Design of Biosolvents Through Hydroxyl Functionalization of Compounds with High Dielectric Constant

We proposed basic principles for biosolvent design on the viewpoint of ionization. Two classes of biosolvents, based on cyclic carbonate moiety and amide moiety, were designed through hydroxyl functionalization of highly dielectric compound. The newly designed compounds, glycerol carbonate (GC) and N-hydroxymethyl formamide (HOF), were synthesized for the development of soluble enzymatic systems and characterized by C-13 NMR and H-1 NMR. All the characterization data were consistent with the expected structures.

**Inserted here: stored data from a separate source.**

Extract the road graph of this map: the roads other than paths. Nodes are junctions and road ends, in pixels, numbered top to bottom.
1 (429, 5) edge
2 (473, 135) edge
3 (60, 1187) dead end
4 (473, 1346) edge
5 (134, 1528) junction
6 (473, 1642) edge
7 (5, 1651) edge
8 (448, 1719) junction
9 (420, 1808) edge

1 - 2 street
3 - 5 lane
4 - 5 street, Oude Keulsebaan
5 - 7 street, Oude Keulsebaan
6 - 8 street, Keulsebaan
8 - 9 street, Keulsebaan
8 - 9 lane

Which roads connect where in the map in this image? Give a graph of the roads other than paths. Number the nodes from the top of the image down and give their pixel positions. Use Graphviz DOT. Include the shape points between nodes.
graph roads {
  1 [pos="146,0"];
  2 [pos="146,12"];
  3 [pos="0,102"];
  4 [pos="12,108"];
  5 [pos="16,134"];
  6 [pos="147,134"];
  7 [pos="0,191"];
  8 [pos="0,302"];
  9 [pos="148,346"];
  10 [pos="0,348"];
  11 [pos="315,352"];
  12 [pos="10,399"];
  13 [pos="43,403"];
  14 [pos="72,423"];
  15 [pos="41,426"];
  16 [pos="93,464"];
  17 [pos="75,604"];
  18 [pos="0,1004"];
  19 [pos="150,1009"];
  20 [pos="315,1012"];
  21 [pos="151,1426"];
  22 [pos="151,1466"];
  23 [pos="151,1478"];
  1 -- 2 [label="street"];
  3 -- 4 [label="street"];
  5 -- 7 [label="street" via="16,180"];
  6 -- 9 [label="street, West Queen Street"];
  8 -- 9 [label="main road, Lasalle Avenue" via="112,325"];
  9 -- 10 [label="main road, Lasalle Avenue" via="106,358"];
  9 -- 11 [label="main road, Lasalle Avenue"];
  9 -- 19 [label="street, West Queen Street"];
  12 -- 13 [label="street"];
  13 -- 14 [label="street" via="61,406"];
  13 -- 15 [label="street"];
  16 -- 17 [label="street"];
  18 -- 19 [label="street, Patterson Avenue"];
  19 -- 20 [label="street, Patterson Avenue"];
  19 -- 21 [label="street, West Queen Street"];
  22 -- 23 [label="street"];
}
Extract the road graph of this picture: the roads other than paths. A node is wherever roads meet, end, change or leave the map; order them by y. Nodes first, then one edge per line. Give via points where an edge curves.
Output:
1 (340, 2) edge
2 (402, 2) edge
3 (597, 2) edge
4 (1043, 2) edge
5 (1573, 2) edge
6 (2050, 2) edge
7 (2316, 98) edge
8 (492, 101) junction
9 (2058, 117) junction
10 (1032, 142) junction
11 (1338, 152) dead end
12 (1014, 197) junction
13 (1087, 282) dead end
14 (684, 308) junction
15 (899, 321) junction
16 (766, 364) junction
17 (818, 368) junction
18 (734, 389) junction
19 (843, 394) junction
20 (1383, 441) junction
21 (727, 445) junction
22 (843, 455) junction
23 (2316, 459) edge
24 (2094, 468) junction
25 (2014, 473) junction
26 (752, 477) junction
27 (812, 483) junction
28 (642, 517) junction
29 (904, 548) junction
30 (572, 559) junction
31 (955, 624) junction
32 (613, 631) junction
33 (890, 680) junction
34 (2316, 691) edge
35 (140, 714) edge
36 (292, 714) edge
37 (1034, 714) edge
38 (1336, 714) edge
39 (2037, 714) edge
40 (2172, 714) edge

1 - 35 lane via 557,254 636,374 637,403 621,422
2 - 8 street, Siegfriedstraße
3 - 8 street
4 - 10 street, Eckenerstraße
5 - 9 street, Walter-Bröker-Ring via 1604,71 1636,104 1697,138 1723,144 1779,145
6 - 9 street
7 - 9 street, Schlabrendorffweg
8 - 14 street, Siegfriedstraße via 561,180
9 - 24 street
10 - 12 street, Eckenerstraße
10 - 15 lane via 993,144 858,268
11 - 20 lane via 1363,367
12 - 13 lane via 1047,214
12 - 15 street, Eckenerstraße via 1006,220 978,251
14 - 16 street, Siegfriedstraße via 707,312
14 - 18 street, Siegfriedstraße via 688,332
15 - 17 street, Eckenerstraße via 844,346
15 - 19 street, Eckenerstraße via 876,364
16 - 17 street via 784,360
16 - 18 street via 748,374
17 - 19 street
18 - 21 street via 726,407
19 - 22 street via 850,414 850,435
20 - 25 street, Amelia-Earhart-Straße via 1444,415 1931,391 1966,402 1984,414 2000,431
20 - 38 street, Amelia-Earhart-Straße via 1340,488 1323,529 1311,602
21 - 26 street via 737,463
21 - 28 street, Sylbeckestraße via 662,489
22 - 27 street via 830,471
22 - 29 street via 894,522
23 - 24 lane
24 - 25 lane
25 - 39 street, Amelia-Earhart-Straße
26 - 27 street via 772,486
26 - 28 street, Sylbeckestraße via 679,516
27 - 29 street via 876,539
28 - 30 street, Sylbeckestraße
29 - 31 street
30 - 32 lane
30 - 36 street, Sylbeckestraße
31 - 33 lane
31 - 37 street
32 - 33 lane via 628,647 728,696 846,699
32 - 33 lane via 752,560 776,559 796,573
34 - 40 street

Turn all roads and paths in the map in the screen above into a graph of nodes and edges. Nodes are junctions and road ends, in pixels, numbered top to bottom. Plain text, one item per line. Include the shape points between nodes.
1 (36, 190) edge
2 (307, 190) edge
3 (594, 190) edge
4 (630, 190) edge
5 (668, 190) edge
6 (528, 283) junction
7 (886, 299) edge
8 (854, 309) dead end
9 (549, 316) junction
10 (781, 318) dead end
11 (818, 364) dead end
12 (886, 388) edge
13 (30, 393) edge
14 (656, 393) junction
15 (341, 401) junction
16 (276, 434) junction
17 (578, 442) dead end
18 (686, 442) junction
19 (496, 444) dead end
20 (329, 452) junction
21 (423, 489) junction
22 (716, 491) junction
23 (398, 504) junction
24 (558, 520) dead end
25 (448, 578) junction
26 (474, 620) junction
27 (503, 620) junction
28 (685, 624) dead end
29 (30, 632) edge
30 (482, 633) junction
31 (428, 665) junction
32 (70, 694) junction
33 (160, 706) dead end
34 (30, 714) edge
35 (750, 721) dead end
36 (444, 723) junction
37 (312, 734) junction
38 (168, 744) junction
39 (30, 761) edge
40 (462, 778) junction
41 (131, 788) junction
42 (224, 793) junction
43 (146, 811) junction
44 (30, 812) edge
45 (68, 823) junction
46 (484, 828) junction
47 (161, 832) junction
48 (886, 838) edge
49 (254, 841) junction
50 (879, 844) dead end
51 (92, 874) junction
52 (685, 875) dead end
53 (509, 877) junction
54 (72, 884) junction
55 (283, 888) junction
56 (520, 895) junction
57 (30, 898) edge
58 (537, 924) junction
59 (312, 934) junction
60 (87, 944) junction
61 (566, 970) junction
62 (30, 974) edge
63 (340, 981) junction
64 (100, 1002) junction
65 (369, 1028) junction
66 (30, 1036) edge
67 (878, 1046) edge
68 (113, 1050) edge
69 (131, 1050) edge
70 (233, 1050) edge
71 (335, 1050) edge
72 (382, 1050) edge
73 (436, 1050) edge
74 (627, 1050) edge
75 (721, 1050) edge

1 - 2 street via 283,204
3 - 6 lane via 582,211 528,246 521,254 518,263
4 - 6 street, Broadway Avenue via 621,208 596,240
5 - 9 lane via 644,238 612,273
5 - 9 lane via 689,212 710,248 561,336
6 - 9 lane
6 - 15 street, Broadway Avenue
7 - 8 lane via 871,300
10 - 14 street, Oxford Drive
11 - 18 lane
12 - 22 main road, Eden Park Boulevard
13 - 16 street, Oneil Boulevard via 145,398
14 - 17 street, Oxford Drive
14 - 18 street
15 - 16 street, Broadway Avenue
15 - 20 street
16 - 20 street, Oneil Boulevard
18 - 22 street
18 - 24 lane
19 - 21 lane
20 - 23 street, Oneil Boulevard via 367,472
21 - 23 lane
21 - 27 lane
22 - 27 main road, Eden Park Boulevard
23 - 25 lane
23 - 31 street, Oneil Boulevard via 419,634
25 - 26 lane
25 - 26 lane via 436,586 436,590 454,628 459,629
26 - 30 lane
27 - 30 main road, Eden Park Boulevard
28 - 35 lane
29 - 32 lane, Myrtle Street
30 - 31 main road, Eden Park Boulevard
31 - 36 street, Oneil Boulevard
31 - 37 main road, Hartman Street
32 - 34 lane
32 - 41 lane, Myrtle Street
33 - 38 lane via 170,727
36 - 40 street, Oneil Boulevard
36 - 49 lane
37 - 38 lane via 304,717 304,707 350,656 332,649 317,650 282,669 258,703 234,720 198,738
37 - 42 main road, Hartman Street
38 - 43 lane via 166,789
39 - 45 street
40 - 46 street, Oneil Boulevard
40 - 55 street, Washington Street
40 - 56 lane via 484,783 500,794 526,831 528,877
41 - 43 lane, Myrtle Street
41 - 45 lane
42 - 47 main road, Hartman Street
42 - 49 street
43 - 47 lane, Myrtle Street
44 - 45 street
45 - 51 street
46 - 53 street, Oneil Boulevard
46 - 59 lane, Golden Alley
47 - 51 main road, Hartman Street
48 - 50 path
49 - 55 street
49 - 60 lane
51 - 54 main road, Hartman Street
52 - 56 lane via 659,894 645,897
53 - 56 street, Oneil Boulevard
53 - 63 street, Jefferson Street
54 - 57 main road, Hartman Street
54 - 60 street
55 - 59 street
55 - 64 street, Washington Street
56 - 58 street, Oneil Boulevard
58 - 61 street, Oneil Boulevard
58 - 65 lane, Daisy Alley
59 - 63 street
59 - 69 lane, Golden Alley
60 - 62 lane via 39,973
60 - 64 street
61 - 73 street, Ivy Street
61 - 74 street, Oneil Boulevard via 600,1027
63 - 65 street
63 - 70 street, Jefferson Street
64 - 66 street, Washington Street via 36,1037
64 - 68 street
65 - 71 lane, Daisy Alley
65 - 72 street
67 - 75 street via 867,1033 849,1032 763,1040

Using conductance measurements, the pK(a) values of trichloroacetic acid in GC and HOF were determined as 0.80 and 0.85 at 25.0 degrees C, which was very close to that in water (pK(a)=0.70), suggesting that the ionizing and dissociating abilities of GC and HOF are similar to those of water. The effects of various reaction parameters on activity and stability of Candida antarctica lipase B and lipase from Pseudomonas cepacia were investigated using the transesterification of ethyl butyrate with n-butanol as a model reaction. The activities of lipases in GC and HOF were comparable to those in water, indicating that the newly designed compounds were biocompactible. Biosolvent design is a promising and versatile method for developing new biosolvents.